(Data records)
>>

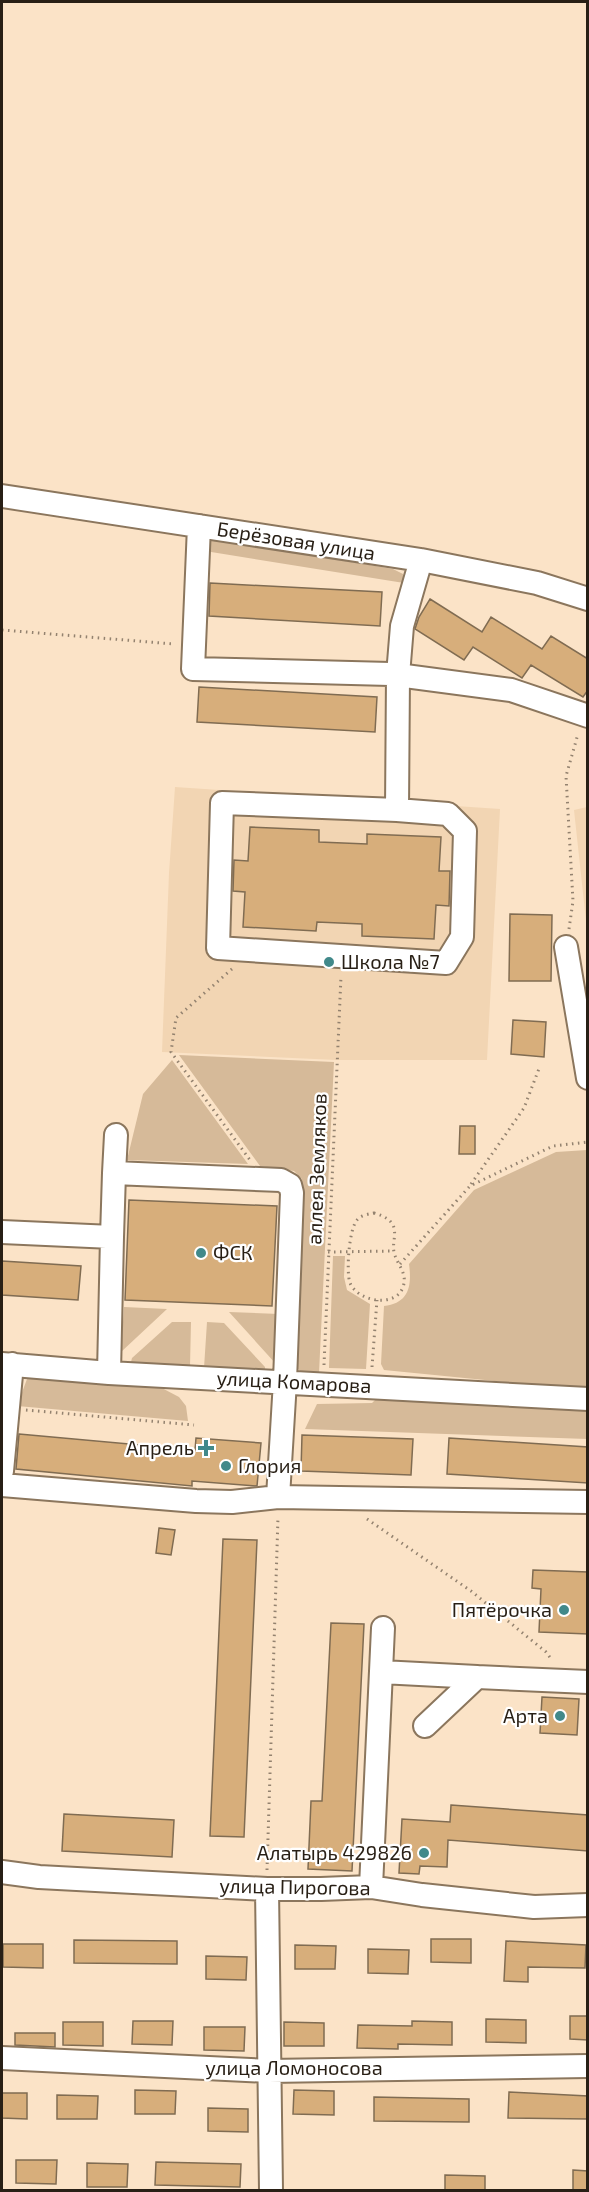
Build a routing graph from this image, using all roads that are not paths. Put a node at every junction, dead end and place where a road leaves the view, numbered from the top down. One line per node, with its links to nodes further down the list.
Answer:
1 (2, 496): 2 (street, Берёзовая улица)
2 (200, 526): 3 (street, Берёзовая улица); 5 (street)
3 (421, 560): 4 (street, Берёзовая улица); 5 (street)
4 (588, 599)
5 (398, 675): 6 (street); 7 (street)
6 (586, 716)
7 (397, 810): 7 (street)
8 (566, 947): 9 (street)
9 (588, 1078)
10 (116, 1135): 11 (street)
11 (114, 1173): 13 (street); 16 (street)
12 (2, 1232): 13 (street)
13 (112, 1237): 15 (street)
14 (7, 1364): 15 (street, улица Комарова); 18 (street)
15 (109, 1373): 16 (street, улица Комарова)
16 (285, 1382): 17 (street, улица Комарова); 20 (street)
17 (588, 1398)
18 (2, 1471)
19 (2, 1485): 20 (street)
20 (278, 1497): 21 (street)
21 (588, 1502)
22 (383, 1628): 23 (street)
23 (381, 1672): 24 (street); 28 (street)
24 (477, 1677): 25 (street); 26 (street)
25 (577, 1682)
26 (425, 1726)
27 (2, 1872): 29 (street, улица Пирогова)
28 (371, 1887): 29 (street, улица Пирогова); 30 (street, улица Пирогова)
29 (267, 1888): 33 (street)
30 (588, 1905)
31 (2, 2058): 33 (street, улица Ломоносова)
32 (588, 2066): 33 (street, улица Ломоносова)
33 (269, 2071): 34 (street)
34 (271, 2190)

<<

[What you will do] Give the records back exactly. Leave the pictures out.

[Answer for the task]
Build a routing graph from this image, using all roads that are not paths. Put a node at every junction, dead end and place where a road leaves the view, numbered from the top down. One line per node, with its links to nodes further down the list.
Answer:
1 (2, 496): 2 (street, Берёзовая улица)
2 (200, 526): 3 (street, Берёзовая улица); 5 (street)
3 (421, 560): 4 (street, Берёзовая улица); 5 (street)
4 (588, 599)
5 (398, 675): 6 (street); 7 (street)
6 (586, 716)
7 (397, 810): 7 (street)
8 (566, 947): 9 (street)
9 (588, 1078)
10 (116, 1135): 11 (street)
11 (114, 1173): 13 (street); 16 (street)
12 (2, 1232): 13 (street)
13 (112, 1237): 15 (street)
14 (7, 1364): 15 (street, улица Комарова); 18 (street)
15 (109, 1373): 16 (street, улица Комарова)
16 (285, 1382): 17 (street, улица Комарова); 20 (street)
17 (588, 1398)
18 (2, 1471)
19 (2, 1485): 20 (street)
20 (278, 1497): 21 (street)
21 (588, 1502)
22 (383, 1628): 23 (street)
23 (381, 1672): 24 (street); 28 (street)
24 (477, 1677): 25 (street); 26 (street)
25 (577, 1682)
26 (425, 1726)
27 (2, 1872): 29 (street, улица Пирогова)
28 (371, 1887): 29 (street, улица Пирогова); 30 (street, улица Пирогова)
29 (267, 1888): 33 (street)
30 (588, 1905)
31 (2, 2058): 33 (street, улица Ломоносова)
32 (588, 2066): 33 (street, улица Ломоносова)
33 (269, 2071): 34 (street)
34 (271, 2190)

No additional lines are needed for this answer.